By 2008, an estimated 5.4 million people had died or been killed; over 1.8 million women raped and today, over 4.5 million people displaced.
In 2002, JP Bemba’s MLC rebels hunted, cooked and ate Bambuti pygmies in North Kivu in an operation code-named “Effacer le tableau” (erasing the board).
They believed that pygmies had magical powers.
In November 2012, Congolese Army soldiers went on a 2-day rampage in Minova, looting and raping at will as they retreated from a scorching defeat in Goma by M23 rebels.
Even UN peacekeepers and aid workers in the east of the country have been accused of illegally trading gold, arming rebels, sexually abusing and exploiting the civilians under their protection.
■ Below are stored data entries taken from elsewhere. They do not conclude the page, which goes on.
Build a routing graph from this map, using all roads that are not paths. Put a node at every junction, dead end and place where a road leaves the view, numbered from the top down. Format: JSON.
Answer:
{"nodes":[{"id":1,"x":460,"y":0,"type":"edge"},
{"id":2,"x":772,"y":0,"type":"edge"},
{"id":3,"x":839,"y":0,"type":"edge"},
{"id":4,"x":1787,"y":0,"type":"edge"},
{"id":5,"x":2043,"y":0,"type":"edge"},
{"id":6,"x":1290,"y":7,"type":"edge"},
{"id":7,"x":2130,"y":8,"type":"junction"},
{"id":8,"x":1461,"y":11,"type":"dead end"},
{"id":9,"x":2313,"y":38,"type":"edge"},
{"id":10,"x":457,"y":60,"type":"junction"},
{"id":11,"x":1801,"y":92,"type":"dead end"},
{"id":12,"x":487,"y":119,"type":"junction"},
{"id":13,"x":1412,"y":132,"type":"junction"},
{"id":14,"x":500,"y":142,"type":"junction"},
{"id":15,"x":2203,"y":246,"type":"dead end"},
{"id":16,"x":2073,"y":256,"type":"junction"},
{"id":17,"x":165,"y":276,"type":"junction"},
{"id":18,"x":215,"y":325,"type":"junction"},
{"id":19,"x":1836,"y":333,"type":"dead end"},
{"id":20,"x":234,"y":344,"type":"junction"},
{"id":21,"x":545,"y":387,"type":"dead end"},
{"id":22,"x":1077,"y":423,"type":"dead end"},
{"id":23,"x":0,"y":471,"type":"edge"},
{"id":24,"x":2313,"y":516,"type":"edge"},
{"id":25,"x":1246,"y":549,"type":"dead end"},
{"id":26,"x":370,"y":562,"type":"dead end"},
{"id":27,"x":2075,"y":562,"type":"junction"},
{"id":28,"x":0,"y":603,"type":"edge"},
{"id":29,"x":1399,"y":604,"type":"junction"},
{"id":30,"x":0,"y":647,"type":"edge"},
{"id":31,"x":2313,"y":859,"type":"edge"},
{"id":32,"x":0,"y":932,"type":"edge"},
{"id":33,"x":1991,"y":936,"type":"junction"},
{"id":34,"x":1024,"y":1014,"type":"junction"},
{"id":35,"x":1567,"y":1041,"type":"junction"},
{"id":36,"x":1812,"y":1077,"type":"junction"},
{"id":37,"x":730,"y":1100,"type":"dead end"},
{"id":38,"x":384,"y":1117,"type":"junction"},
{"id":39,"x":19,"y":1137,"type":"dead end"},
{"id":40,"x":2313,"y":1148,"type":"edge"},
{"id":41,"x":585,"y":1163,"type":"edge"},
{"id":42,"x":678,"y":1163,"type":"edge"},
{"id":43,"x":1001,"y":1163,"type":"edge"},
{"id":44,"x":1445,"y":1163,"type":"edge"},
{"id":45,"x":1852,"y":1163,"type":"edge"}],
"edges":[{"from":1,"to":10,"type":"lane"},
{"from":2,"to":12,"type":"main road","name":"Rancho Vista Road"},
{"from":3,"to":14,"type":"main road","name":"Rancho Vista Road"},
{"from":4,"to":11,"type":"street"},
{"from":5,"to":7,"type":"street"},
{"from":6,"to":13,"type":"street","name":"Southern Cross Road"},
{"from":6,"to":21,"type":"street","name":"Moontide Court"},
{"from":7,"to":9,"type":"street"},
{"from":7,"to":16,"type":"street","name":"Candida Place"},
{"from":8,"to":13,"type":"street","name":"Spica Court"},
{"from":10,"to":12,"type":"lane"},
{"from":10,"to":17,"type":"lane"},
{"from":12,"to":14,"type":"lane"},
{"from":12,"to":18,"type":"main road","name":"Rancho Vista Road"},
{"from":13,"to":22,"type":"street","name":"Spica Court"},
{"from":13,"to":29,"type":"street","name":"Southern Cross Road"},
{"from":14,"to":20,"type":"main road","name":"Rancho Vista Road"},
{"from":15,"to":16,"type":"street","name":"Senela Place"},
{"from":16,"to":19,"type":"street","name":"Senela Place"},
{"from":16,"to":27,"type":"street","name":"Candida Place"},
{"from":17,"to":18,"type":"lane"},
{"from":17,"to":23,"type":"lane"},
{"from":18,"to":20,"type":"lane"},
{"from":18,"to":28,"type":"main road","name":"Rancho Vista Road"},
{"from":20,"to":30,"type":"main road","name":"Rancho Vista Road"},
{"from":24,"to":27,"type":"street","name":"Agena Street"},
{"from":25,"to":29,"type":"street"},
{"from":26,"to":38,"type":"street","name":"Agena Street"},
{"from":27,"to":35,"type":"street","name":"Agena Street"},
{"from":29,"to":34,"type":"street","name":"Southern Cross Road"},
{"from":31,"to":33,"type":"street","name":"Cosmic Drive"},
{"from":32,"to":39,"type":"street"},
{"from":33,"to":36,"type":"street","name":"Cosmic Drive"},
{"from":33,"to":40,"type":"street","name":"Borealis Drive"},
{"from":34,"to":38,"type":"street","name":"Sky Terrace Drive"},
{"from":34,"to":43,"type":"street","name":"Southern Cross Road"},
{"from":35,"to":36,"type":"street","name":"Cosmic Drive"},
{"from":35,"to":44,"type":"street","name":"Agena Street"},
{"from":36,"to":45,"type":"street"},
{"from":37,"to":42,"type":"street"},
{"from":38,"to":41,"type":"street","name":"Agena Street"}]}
According to UNICEF, about 40,000 children work in cobalt mines in miserable conditions for shifts of up to 24 hours underground, earning less than $2 a day.
Add to this hunger, Ebola, Measles, COVID-19… and it is hell on earth for the children.
In November 2019, the ICC sentenced Bosco “The Terminator” Ntaganda to 30 years for crimes against humanity. Other warlords prosecuted include Raia “Kokodikoko” Mutomboki, Laurent “The Chairman” Nkunda, Jean-Pierre Bemba, Germaine Katanga & Mathieu Chui.
Over time, there have been over 120 armed groups, over 80 humanitarian missions, over 20,000 peacekeepers, hundreds of foreign firms, thousands of profiteers and a bewildering array of covert agents. . . all drawn by the riches in the Congo.
There are heroes in all this, though. One was 36-year old Col Mamadou Ndala, head of the 42ⁿᵈ Battalion commandos of the Congolese Army stationed in Goma.
In November 2013, he led his forces in routing the M23 rebels in Goma and won a decisive battle.
The day will come when history will speak. Africa will write its own history and in both north and south, it will be a history of glory and dignity. -PE Lumumba
Courageous and beloved by the people of Goma, Mamadou was killed in a mortar attack on his vehicle on 2 January 2014.
A Congolese Army colonel and a rebel commander were later sentenced to death for the murder. Mamadou’s story is immortalised in the film, ‘This is Congo’.
Another is 2018 Nobel laureate Dr. Denis Mukwege, renowned for his work with survivors of sexual assault.
Dr Mukwege, outspoken over on the killings and war crimes in the Congo, now lives under UN protection after threats were made on his life.
Today, even as China imports 90 percent of Congo’s Cobalt (used in lithium-ion batteries for electric cars), insecurity persists.
In Kasai for example, the Kamwina Nsapu (black ant) militia continues to visit ethnic violence, rape, murder & slavery upon the citizens of the region.
The Kabila dynasty ‘ended’ in January 2019 with the swearing in of Felix Tshisekedi, son of former PM, Étienne Tshisekedi. This marked the first peaceful transfer of power to the opposition.
The jury is still out on his performance.
“The day will come when history will speak. Africa will write its own history and in both north and south, it will be a history of glory and dignity.” -PE Lumumba
Even as the world’s attention turns briefly to the Congo, the story of this great nation remains far from complete.